> _EXERCISE_
Pull out every line with the word "roads" from the entries below.

> _EXCERPTED DATA_
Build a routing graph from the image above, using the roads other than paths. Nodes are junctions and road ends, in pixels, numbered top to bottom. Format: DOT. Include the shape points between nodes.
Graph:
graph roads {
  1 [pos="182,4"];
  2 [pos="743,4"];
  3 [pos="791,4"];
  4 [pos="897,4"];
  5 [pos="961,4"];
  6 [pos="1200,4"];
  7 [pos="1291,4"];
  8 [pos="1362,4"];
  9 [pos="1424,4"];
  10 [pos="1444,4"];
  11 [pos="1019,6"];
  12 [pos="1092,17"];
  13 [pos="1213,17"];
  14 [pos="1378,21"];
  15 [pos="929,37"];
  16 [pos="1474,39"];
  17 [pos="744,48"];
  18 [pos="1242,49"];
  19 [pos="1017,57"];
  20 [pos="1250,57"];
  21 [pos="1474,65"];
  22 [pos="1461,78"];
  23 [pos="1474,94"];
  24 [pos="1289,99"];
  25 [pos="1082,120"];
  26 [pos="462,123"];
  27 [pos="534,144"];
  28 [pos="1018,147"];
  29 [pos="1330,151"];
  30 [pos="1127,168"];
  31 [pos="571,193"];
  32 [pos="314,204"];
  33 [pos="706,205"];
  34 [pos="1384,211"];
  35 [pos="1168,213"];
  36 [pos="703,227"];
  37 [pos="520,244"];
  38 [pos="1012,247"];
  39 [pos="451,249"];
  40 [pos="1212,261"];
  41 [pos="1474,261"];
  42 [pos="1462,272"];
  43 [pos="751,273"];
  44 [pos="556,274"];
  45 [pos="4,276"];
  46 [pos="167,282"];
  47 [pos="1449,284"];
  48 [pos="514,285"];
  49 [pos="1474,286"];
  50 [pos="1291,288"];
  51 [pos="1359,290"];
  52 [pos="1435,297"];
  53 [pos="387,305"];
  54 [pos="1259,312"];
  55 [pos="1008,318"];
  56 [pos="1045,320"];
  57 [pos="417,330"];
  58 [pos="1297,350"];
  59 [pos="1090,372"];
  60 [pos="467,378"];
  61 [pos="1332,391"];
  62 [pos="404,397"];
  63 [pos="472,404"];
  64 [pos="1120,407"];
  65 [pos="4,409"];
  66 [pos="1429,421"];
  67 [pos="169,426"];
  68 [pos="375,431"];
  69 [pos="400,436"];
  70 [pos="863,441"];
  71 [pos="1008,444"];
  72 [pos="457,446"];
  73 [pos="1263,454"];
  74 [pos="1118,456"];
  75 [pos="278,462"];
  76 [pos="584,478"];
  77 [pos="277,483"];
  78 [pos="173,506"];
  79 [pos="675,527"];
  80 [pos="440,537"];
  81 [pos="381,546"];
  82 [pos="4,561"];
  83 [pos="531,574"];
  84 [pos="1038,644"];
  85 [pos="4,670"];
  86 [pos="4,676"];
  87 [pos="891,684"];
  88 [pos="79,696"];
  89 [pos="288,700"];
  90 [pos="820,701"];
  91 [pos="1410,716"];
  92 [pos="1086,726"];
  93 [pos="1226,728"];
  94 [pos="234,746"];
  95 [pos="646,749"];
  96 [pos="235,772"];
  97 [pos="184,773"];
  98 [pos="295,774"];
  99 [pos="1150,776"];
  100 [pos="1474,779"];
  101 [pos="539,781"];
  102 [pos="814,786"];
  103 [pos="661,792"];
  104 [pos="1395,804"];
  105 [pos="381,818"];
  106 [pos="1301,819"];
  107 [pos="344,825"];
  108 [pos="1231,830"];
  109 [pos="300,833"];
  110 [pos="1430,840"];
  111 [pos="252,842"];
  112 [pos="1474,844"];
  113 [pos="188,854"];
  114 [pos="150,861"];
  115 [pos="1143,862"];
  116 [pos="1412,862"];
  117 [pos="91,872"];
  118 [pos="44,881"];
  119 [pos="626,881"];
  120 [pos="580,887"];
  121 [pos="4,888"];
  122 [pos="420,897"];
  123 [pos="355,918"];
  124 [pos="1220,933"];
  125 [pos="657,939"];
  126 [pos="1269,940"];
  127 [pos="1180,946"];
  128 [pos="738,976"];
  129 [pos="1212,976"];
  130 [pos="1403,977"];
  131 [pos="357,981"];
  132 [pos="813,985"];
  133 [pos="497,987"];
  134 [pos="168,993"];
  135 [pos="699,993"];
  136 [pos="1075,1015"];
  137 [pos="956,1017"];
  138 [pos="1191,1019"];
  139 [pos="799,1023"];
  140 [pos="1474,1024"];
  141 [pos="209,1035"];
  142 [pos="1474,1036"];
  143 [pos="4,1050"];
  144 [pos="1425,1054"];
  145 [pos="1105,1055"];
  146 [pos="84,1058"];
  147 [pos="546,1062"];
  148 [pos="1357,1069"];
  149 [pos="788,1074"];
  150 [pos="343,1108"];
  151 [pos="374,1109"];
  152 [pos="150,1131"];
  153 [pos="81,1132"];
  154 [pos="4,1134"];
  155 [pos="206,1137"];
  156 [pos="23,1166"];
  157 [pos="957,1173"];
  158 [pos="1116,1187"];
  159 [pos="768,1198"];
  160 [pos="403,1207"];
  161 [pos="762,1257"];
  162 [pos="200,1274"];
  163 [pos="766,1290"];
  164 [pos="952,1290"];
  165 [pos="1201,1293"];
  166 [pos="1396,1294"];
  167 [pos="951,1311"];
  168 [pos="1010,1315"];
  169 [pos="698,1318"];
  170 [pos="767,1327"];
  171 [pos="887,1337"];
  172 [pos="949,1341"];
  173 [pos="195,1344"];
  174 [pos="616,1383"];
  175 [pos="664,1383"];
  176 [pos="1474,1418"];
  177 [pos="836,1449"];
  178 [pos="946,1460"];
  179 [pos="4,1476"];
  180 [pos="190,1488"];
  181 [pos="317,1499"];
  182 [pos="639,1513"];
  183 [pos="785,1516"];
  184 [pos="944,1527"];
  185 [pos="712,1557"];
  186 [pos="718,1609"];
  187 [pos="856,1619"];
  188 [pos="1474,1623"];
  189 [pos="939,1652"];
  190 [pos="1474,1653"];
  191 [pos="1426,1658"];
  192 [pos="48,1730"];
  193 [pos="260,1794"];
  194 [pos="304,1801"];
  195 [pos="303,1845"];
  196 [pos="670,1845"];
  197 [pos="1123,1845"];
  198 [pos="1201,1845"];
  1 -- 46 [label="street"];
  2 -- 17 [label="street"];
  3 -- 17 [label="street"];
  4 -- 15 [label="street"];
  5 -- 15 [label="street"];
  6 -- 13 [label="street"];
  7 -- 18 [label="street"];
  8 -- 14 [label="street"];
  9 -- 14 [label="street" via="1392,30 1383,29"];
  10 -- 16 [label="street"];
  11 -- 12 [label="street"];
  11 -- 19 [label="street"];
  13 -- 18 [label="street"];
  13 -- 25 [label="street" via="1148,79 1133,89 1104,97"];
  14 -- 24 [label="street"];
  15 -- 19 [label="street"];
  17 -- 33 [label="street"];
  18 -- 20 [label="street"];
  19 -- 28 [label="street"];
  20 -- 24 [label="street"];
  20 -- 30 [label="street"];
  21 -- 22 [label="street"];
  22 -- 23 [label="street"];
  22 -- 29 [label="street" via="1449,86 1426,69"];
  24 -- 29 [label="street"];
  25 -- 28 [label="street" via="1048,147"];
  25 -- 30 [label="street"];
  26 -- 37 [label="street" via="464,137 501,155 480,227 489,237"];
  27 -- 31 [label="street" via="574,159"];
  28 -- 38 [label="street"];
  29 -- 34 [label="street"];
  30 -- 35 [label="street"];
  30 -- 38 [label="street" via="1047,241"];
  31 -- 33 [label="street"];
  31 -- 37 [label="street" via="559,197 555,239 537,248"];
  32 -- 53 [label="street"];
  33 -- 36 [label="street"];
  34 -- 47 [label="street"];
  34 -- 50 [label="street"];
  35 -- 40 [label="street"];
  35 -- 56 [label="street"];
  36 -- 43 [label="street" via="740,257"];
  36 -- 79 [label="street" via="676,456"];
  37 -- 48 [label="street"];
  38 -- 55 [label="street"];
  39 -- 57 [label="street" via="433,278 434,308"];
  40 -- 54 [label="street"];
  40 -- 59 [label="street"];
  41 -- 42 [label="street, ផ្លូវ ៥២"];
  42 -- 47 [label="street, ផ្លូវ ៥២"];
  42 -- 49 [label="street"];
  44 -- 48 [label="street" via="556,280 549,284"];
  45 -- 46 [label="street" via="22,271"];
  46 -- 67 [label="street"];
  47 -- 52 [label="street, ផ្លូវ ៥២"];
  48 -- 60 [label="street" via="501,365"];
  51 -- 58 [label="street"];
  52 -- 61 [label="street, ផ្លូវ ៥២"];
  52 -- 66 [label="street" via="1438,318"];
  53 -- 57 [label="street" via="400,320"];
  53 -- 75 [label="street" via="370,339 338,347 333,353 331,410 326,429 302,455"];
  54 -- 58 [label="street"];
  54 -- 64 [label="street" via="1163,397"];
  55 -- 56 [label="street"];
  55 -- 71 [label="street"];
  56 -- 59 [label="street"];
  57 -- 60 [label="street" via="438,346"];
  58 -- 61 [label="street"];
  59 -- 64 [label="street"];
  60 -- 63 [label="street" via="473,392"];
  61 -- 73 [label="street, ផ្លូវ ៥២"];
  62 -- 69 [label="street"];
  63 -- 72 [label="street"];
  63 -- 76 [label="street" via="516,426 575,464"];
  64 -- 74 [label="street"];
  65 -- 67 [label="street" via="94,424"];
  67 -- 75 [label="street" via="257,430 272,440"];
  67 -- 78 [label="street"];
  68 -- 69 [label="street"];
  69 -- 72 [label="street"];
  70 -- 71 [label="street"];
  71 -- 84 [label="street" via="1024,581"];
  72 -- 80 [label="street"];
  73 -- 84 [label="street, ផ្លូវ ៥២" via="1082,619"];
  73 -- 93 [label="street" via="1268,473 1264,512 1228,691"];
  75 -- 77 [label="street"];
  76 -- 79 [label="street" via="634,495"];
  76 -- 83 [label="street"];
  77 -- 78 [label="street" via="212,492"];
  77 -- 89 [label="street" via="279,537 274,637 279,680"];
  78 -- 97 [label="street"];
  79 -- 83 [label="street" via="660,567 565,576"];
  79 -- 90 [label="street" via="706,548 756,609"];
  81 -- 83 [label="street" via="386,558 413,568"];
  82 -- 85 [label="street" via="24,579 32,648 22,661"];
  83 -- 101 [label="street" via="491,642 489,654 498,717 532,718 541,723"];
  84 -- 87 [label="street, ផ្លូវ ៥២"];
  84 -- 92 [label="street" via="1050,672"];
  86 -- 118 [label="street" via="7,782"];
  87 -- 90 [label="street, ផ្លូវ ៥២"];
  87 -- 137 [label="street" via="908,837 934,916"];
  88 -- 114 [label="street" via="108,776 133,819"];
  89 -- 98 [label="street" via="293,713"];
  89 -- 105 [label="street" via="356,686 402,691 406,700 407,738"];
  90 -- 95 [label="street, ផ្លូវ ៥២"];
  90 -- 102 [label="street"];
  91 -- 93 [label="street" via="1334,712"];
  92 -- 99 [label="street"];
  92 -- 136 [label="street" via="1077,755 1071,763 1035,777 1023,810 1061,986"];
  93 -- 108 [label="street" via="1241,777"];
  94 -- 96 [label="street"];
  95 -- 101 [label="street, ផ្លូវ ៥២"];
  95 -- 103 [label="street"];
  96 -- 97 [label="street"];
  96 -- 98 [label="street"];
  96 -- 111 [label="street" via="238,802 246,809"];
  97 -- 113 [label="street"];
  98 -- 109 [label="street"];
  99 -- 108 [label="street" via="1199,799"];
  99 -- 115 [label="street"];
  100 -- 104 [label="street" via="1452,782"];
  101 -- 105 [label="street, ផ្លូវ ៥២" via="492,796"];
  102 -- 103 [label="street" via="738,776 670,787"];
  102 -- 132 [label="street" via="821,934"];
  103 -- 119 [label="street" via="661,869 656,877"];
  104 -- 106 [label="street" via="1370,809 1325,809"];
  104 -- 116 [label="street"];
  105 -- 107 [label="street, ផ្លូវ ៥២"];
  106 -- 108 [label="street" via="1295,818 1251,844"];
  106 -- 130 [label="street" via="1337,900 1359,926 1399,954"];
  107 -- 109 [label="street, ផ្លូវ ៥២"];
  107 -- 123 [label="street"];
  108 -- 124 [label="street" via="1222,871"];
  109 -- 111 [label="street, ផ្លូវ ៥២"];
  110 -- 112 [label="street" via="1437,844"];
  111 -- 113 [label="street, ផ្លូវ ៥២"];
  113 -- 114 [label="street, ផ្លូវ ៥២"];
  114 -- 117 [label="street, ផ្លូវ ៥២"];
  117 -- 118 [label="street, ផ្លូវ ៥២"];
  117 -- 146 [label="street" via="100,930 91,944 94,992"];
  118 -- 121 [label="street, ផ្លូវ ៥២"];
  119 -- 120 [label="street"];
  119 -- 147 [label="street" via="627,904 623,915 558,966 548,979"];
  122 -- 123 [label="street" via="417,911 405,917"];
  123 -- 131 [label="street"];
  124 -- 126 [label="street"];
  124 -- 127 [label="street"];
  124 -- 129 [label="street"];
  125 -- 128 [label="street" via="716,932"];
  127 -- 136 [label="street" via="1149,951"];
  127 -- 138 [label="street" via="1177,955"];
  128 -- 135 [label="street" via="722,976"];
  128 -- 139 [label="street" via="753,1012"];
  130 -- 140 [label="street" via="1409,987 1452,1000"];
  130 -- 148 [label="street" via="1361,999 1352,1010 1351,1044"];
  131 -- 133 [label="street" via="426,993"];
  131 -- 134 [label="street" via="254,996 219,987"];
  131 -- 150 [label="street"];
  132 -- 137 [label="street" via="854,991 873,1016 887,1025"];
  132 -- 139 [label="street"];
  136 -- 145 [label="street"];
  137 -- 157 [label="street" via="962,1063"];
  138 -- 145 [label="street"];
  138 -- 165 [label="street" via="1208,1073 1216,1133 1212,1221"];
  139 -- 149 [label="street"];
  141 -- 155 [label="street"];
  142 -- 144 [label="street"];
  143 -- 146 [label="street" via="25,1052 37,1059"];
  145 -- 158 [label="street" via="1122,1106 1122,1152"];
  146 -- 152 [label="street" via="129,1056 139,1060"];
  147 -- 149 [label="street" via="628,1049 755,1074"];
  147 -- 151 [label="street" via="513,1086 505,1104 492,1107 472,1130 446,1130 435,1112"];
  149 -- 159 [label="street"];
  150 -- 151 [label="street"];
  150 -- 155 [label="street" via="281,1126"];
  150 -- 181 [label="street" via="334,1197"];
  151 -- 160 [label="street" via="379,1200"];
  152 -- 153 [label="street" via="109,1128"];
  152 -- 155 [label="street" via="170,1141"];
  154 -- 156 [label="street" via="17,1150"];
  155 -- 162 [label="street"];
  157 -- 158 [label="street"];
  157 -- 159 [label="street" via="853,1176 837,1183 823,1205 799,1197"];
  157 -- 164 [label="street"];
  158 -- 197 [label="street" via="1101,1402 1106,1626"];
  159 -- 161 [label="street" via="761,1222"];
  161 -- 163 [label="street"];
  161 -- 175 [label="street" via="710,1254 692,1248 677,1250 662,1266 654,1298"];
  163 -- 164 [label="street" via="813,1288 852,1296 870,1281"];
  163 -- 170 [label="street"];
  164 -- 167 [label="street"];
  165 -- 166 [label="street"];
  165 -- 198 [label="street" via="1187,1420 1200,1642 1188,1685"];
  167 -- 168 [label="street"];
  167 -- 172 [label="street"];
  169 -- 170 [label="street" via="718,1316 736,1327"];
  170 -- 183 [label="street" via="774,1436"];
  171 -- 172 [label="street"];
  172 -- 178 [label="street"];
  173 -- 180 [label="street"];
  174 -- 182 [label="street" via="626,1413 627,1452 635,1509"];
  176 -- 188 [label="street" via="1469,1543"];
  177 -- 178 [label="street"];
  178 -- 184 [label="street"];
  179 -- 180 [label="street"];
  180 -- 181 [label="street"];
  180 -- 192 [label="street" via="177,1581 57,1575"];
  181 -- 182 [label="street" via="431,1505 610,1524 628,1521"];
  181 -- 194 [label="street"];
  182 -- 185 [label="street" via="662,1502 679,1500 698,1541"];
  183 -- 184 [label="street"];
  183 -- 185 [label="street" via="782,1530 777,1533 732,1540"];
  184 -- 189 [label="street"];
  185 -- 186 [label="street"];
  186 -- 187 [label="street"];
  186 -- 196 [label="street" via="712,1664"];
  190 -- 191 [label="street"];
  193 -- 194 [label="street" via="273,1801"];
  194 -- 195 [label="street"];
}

> _TASK SOLUTION_
Build a routing graph from the image above, using the roads other than paths. Nodes are junctions and road ends, in pixels, numbered top to bottom. Format: DOT. Include the shape points between nodes.
graph roads {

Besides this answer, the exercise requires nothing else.